The e-mails invariably end with some way of stating: He will be sorely missed.

And this is just the Ontario Brain Institute. This story, these phrases, are being repeated in the many circles in which he recently played, or had previously played, an important role.

  • Chair of the Canada Council of the Arts.
  • Past President of the Art Gallery of Ontario.
  • Past President of the AGO’s board of trustees, as well as head of other board positions.
  • Co-founder of Toronto’s Medical and Related Sciences (MaRS) Discovery District in 2005.
  • Founded the UofT Rotman School of Management.
  • Founded Baycrest’s Rotman Research Institute.
  • Founded Western Rotman Institute of Philosophy.
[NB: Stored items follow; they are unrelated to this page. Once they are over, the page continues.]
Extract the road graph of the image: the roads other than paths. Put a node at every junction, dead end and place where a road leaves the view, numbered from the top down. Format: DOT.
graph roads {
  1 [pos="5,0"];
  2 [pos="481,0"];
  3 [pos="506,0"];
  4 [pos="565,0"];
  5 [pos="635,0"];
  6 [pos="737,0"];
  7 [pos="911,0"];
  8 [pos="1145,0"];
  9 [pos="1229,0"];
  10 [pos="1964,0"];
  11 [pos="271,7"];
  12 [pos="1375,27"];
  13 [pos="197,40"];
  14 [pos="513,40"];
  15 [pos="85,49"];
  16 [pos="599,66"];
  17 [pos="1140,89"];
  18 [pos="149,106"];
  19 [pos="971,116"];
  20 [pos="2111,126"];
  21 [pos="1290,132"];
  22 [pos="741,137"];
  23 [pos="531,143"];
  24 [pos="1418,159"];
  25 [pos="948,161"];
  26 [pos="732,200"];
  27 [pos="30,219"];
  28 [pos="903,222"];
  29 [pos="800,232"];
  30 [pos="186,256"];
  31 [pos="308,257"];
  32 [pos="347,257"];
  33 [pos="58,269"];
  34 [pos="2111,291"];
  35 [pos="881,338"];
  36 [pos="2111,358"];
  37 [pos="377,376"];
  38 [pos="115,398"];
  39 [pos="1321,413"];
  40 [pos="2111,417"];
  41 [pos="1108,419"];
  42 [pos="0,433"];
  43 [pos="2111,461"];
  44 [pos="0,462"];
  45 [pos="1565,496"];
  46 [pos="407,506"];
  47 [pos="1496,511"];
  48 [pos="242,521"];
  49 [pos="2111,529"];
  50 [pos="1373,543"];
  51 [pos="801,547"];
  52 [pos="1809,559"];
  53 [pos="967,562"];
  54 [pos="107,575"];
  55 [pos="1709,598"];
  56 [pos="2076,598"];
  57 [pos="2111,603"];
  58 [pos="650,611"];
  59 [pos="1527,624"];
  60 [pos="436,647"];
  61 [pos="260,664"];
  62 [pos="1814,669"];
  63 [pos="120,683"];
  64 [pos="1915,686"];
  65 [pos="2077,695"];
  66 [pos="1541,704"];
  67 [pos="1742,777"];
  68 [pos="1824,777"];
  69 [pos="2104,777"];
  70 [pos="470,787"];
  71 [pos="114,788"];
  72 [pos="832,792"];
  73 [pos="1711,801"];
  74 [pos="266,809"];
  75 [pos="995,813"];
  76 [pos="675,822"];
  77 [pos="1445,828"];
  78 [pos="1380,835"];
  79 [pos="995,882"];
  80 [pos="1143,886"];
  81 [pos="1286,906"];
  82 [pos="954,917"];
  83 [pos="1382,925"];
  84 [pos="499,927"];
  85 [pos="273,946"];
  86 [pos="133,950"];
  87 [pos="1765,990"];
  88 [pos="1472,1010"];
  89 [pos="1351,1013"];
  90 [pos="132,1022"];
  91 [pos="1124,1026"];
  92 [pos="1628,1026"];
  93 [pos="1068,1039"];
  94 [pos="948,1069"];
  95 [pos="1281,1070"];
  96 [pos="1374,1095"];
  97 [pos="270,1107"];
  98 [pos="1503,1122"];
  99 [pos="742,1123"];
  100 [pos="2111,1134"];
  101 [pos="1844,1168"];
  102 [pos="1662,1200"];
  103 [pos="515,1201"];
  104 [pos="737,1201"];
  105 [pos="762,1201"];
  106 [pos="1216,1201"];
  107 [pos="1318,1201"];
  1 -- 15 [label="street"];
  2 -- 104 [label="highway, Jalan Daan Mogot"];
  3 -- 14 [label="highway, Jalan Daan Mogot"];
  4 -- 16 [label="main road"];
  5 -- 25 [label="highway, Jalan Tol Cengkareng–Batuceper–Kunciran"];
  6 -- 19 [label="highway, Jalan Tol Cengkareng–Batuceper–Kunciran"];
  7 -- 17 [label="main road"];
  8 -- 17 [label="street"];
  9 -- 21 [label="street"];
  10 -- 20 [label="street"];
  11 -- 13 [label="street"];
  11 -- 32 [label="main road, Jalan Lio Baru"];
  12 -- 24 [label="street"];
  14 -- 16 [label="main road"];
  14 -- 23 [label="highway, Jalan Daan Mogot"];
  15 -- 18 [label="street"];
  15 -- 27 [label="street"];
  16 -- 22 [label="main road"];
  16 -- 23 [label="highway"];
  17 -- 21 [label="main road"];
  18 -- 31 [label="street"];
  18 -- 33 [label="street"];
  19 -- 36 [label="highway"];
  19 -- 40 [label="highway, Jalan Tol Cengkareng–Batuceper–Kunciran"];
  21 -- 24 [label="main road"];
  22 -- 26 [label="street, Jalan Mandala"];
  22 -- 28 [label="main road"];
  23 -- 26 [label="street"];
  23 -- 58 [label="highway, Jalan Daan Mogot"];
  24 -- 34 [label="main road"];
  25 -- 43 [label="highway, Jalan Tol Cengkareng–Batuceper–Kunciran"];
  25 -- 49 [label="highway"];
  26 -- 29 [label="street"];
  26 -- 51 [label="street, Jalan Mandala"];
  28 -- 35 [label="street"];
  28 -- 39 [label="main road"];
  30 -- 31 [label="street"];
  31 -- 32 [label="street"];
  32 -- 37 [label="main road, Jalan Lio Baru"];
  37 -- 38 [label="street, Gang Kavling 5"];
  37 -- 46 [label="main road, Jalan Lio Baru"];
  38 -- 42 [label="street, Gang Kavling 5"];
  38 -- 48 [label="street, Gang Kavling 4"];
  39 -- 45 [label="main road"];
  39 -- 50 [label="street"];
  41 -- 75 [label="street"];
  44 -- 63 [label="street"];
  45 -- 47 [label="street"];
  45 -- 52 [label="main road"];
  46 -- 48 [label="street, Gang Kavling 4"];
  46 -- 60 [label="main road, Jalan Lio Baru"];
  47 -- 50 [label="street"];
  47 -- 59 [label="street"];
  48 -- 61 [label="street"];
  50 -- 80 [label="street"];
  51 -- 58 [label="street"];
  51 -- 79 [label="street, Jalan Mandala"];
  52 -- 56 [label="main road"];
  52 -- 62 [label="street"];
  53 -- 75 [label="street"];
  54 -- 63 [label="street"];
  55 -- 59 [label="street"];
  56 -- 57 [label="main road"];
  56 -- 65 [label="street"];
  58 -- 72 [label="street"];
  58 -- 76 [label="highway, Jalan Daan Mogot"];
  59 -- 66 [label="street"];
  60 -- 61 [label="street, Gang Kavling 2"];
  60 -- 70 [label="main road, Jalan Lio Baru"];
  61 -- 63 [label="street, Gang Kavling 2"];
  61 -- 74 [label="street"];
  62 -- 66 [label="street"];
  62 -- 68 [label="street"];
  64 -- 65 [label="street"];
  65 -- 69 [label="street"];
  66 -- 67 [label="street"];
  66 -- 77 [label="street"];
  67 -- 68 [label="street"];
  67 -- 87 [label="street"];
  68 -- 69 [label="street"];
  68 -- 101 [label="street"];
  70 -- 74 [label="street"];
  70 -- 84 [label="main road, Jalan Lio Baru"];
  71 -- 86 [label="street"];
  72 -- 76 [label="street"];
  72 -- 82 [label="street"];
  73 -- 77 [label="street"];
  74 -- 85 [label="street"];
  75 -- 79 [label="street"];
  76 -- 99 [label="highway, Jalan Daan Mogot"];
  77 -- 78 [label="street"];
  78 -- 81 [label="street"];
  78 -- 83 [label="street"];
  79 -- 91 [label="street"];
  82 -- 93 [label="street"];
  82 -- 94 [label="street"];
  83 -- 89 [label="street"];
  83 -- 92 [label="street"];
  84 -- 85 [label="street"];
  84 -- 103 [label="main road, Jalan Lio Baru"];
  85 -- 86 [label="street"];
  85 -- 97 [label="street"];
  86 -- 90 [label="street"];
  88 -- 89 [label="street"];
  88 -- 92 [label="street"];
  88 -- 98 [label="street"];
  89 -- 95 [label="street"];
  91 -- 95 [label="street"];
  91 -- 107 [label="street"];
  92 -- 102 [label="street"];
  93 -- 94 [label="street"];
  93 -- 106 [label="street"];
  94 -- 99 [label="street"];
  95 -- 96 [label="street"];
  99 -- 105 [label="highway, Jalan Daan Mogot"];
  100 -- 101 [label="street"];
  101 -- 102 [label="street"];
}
And this does not include the positive influence he had in the business community, and with governments at both the provincial and federal levels.
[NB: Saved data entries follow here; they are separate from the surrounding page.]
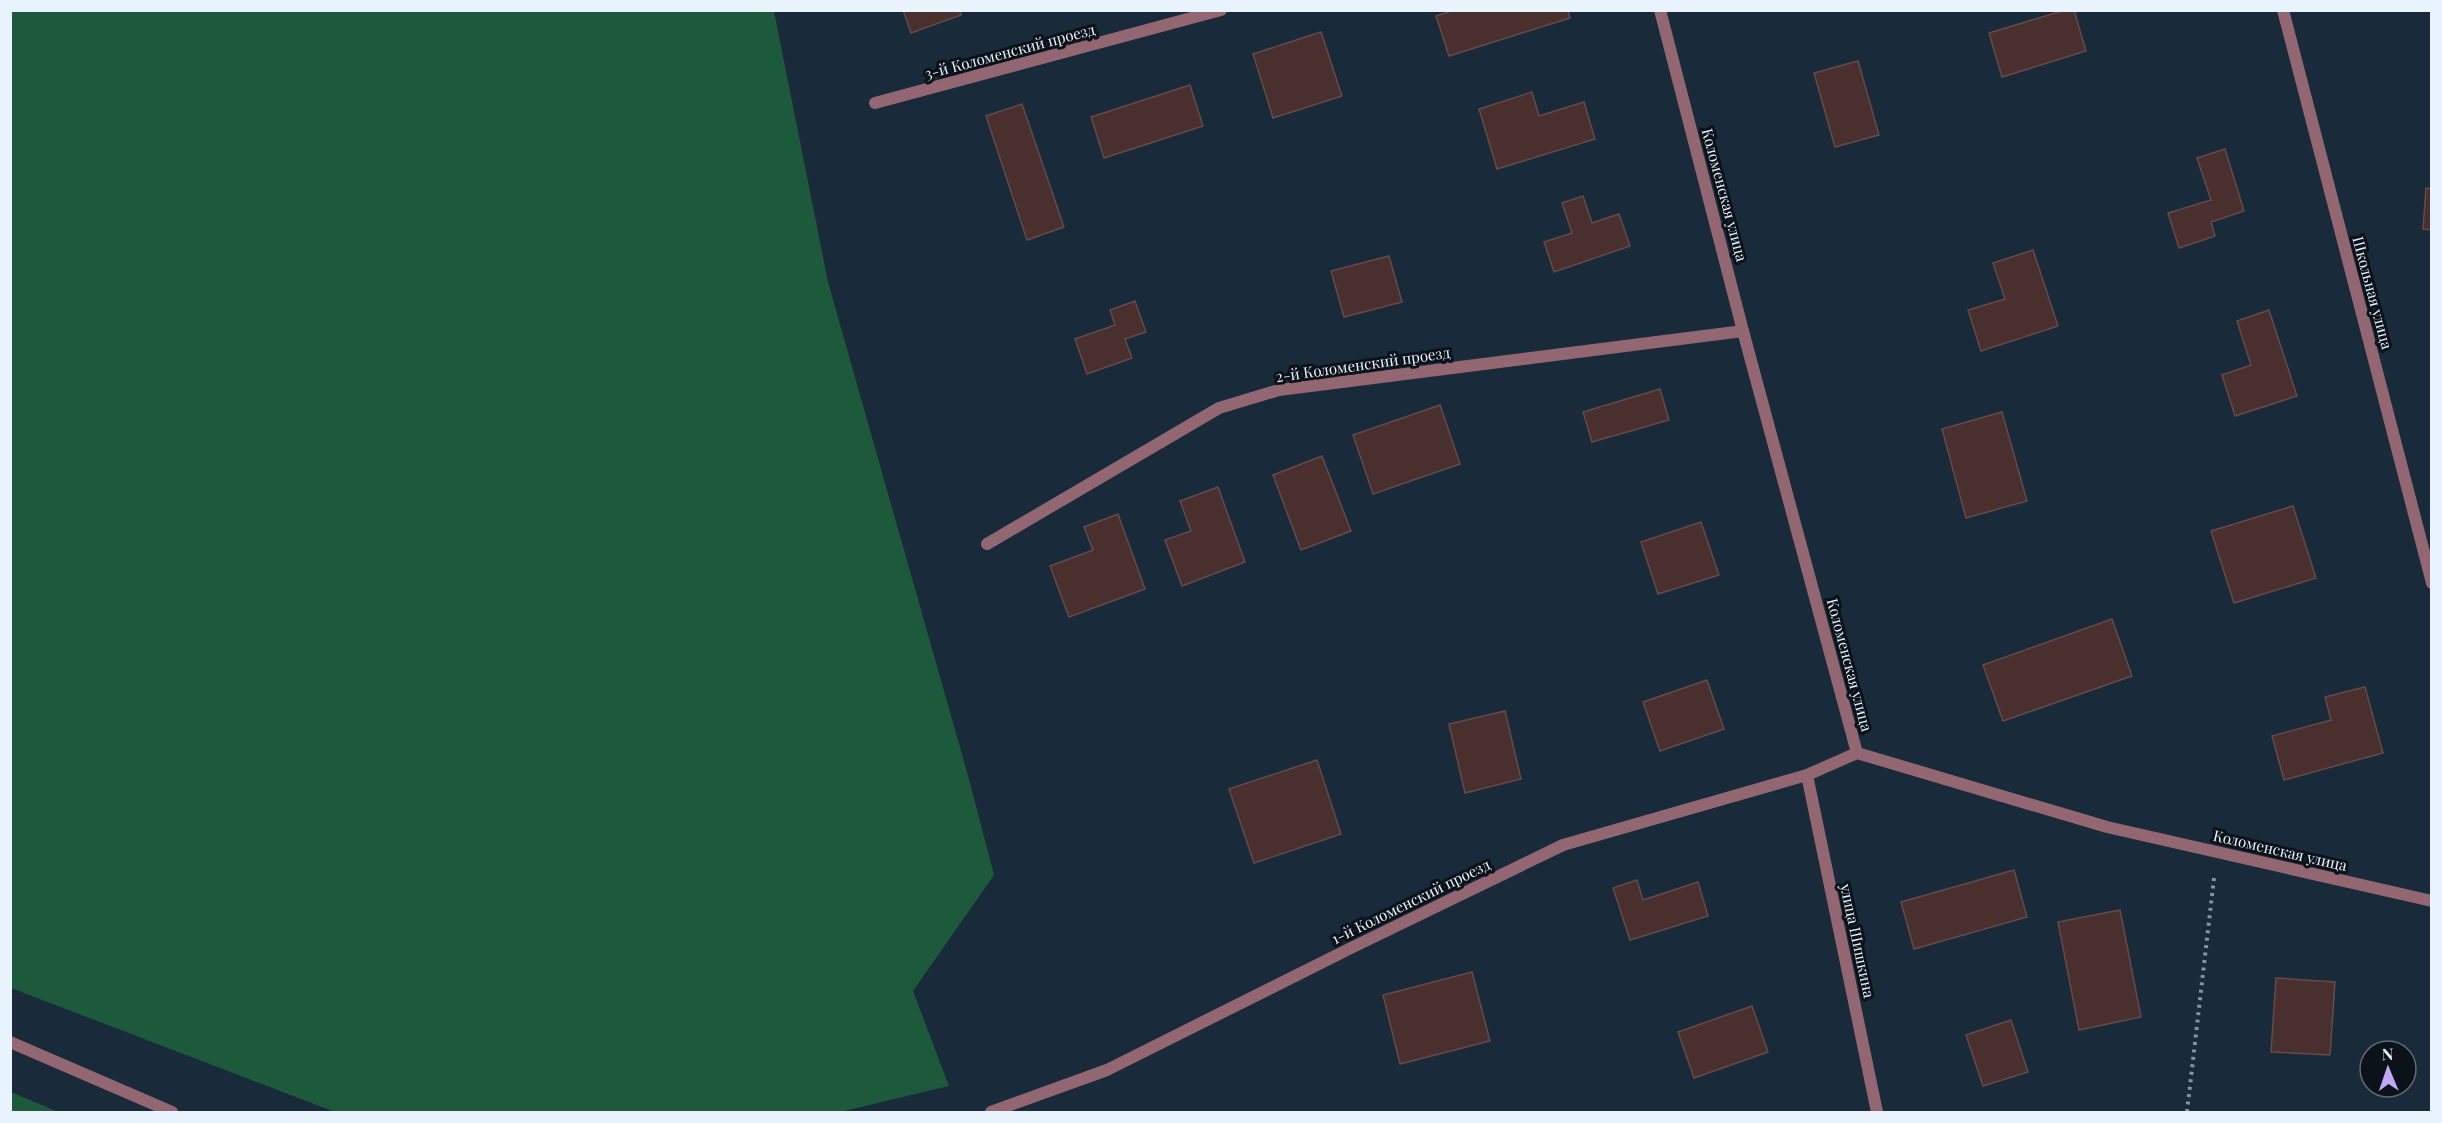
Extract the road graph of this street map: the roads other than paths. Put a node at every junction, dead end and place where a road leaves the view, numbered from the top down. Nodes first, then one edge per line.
1 (1221, 10) edge
2 (1660, 10) edge
3 (2283, 10) edge
4 (875, 103) dead end
5 (1743, 331) junction
6 (987, 544) dead end
7 (2432, 583) edge
8 (1857, 753) junction
9 (1807, 775) junction
10 (2432, 901) edge
11 (10, 1042) edge
12 (172, 1113) edge
13 (991, 1113) edge
14 (1877, 1113) edge

1 - 4 street, 3-й Коломенский проезд
2 - 5 street, Коломенская улица
3 - 7 street, Школьная улица
5 - 6 street, 2-й Коломенский проезд
5 - 8 street, Коломенская улица
8 - 9 street, 1-й Коломенский проезд
8 - 10 street, Коломенская улица
9 - 13 street, 1-й Коломенский проезд
9 - 14 street, улица Шишкина
11 - 12 street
His achievements have been listed in many obituaries. I would like to write from a more personal viewpoint. Everyone who knew Joe can speak to his incredible persuasiveness. And to my knowledge, I am one of the few people that said “no” to Joe … three times!  Well, I too can speak to Joe’s persuasive powers and admit that, on the fourth effort, I said “yes”. This led to my transition from being a clinician/researcher in Ottawa to becoming in 1989 the founding Director of the Rotman Research Institute at Baycrest.

It is the “why” of his persuasiveness that is most important.  Why would I change my mind?  First, he painted a vision of achieving outcomes that would be unprecedented, and amongst the best in the world.  Second, once Joe saw something in you that was important for the vision he wished to achieve, he wanted to make sure you knew what you were giving up. Third, he committed himself to the achievement, to being a partner.  And that commitment was to the vision – but even more importantly, it was to the individual personally. If he was asking you to shake up your life, you became family – and family was more important than even the vision.  (Of course, that did not mean diminishing the standards of accomplishment he expected). This was the beginning of a close to 30-year relationship with Joe – the source of much joy and accomplishment for me.

That was his secret of success. Joe was personally invested in the success of every one of his undertakings and the greatest asset he provided to each organization was himself. He generously invested his time in people and relationships by mentoring leaders and sharing his wisdom with those with whom he worked.  In OBI, he did this with all the staff.  We held quarterly “Chair updates” where all staff members, in particular the more junior staff, presented to the Board Chair. Joe loved these updates, mentoring each individual, and seeing how much better they were at the next update. This was his real philanthropy – he considered his time and experience more valuable than any money he could give.

Among his many achievements Joe to the end of the first decade of 2000 helped establish the Ontario Brain Institute, pulling me out of retirement to become the President and Scientific Director. His reasoning – we were partners, and we had not finished our job in relation to brain health.  He was central to rallying the resources and support required to launch the Institute, and as the Founding Chairman of the OBI Board Joe saw scientific excellence, commercialization, and translation to health impact of equal importance.  As a trained economist, he thought in terms of systems. Through OBI he envisioned an ecosystem of openness and collaboration that would transform Ontario’s research excellence into both health and economic impact. He saw the existing strength of Ontario but recognized its greater potential and challenged us to work towards this vision. As the OBI developed its plans for “doing science differently” Joe was a guiding force, ensuring that all aspects leveraged existing resources and investments, harnessed Ontario’s strengths, forged ensuring and fruitful partnerships, and address key gaps toward building a strong system of innovation.

It is with great sadness that we say farewell to our intrepid leader and this great Canadian. But Joe’s legacy will live on through OBI and the many other organizations that he developed, nurtured, and led over his 80 years.

He will be remembered by all these individuals as an unmatched leader, a great Canadian, a visionary, a mentor, a pillar of society, and importantly- a friend.